In a speech to mark the 1,000th quality circle convention in Japan in 1981, he explained:" I first considered how best to get grassroots workers to understand and practice quality control. The idea was to educate all people working at factories throughout the country but this was asking too much. Therefore, I thought of educating factory foreman or on-the -spot leaders in the first place.
His concept was proven and spread rapidly throughout Japanese industry. This combined with total quality learned from Juran in 1954, and the overarching benefit of hoshin-style policy planning , policy deployment and policy control proved irresistible in the companies that applied it and soon they were moving to market domination throughout the world.
A people- based approach should embrace process auditing, but only when it is carried out in a supportive manner as a part of the process and not as a policing activity parallel to production. The quality function must be supportive of quality, not responsible for it.
Back to basics
Fundamental to future progress is the simple premise of recognizing that each person is the expert in his or her own job- a basic quality principle defined by Ishikawa in the 1950s. By galvanizing the collective thinking power and job knowledge of all of your people. Ishikawa and Crosby believed that you can make your organization the best in its business. Perhaps one of today's most famous icons, Bill Gates, call it "corporate IQ". People have infinite capabilities and it is our job as quality professionals to draw out those capabilities. This is the only way to ensure fewer environmental disasters and an improvement in quality of life both in and out of work.
It was through the intensive application of Japanese total quality control and hoshin kanri that Toyota went from insignificance in the 1950s to surpassing General Motors in the late 2000s as the world's car manufacturer. Once such success was achieved , it was sadly easy for the organization to become complacent and forget what propelled it there in the first place, resulting in million of cars being recalled due to quality issues and substantial damage being caused to the Toyota brand.

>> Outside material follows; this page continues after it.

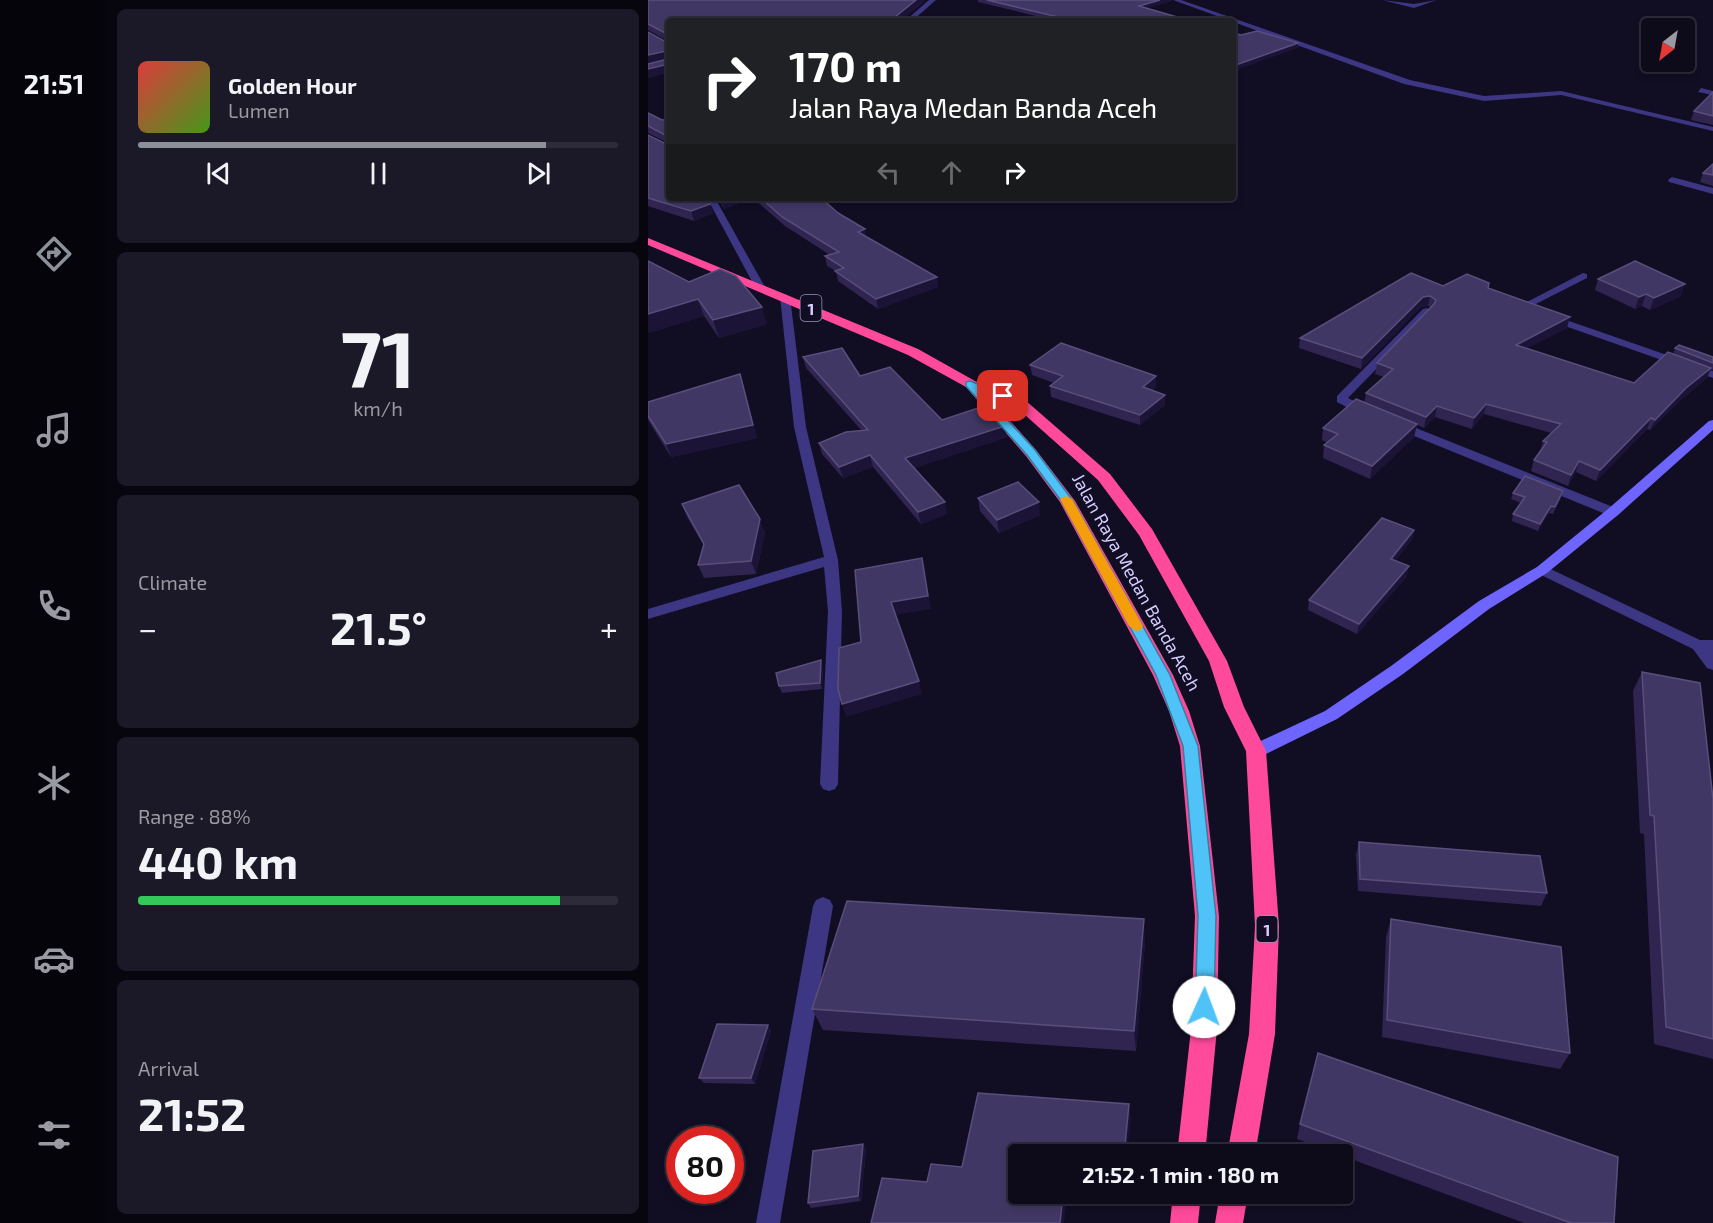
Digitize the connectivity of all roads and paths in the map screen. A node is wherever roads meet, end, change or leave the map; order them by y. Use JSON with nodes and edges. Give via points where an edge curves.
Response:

Another back-to basics lesson from the quality gurus is to never give up. When you have nearly achieved your goals set new ones. This commitment to continuous improvement is at the heart of total quality and hoshin kanri as well as the core principle behind the Shewhart wheel, which is now known as plan-do-check-act cycle.
The quality profession has reached a crossroads and it needs to look back toward its founding fathers and the basics of quality to move forward. As profession we need to ensure quality is exciting, enriching, rewarding, innovative and creative, to engage with our colleagues. Without this approach quality is in danger of becoming hidden behind standardization, conformance, compliance, documentation and procedures.